ASSIGNED TASK → All of the records that follow need to be copied word for word, without the pictures.

====

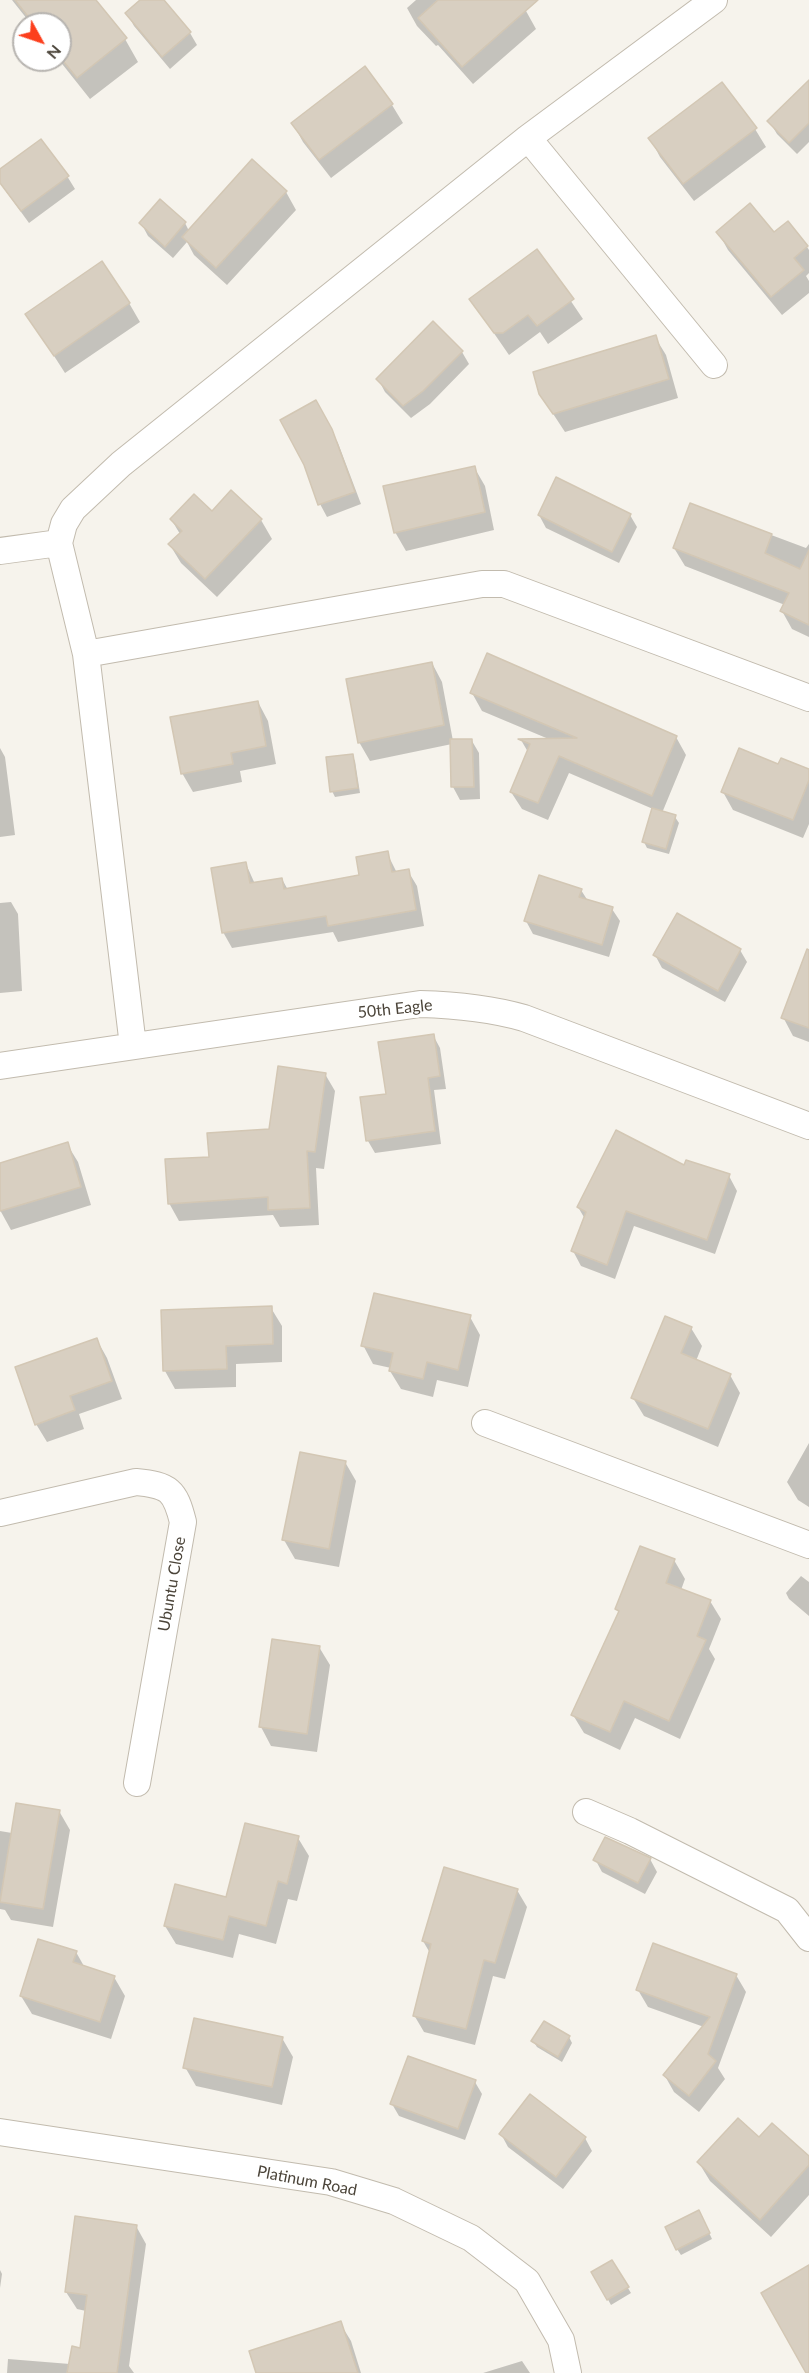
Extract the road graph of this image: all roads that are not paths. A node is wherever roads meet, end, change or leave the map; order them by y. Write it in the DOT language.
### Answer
graph roads {
  1 [pos="714,0"];
  2 [pos="528,138"];
  3 [pos="714,365"];
  4 [pos="59,543"];
  5 [pos="0,551"];
  6 [pos="87,654"];
  7 [pos="809,698"];
  8 [pos="133,1046"];
  9 [pos="0,1066"];
  10 [pos="809,1126"];
  11 [pos="485,1423"];
  12 [pos="0,1513"];
  13 [pos="809,1545"];
  14 [pos="137,1783"];
  15 [pos="586,1812"];
  16 [pos="809,1938"];
  17 [pos="0,2132"];
  18 [pos="568,2373"];
  1 -- 2 [label="street"];
  2 -- 3 [label="street"];
  2 -- 4 [label="street"];
  4 -- 5 [label="street"];
  4 -- 6 [label="street"];
  6 -- 7 [label="street"];
  6 -- 8 [label="street"];
  8 -- 9 [label="street, 50th Eagle"];
  8 -- 10 [label="street, 50th Eagle"];
  11 -- 13 [label="street"];
  12 -- 14 [label="street, Ubuntu Close"];
  15 -- 16 [label="street"];
  17 -- 18 [label="street, Platinum Road"];
}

====

REPLY TO THE EXERCISE →
Extract the road graph of this image: all roads that are not paths. A node is wherever roads meet, end, change or leave the map; order them by y. Write it in the DOT language.
### Answer
graph roads {
  1 [pos="714,0"];
  2 [pos="528,138"];
  3 [pos="714,365"];
  4 [pos="59,543"];
  5 [pos="0,551"];
  6 [pos="87,654"];
  7 [pos="809,698"];
  8 [pos="133,1046"];
  9 [pos="0,1066"];
  10 [pos="809,1126"];
  11 [pos="485,1423"];
  12 [pos="0,1513"];
  13 [pos="809,1545"];
  14 [pos="137,1783"];
  15 [pos="586,1812"];
  16 [pos="809,1938"];
  17 [pos="0,2132"];
  18 [pos="568,2373"];
  1 -- 2 [label="street"];
  2 -- 3 [label="street"];
  2 -- 4 [label="street"];
  4 -- 5 [label="street"];
  4 -- 6 [label="street"];
  6 -- 7 [label="street"];
  6 -- 8 [label="street"];
  8 -- 9 [label="street, 50th Eagle"];
  8 -- 10 [label="street, 50th Eagle"];
  11 -- 13 [label="street"];
  12 -- 14 [label="street, Ubuntu Close"];
  15 -- 16 [label="street"];
  17 -- 18 [label="street, Platinum Road"];
}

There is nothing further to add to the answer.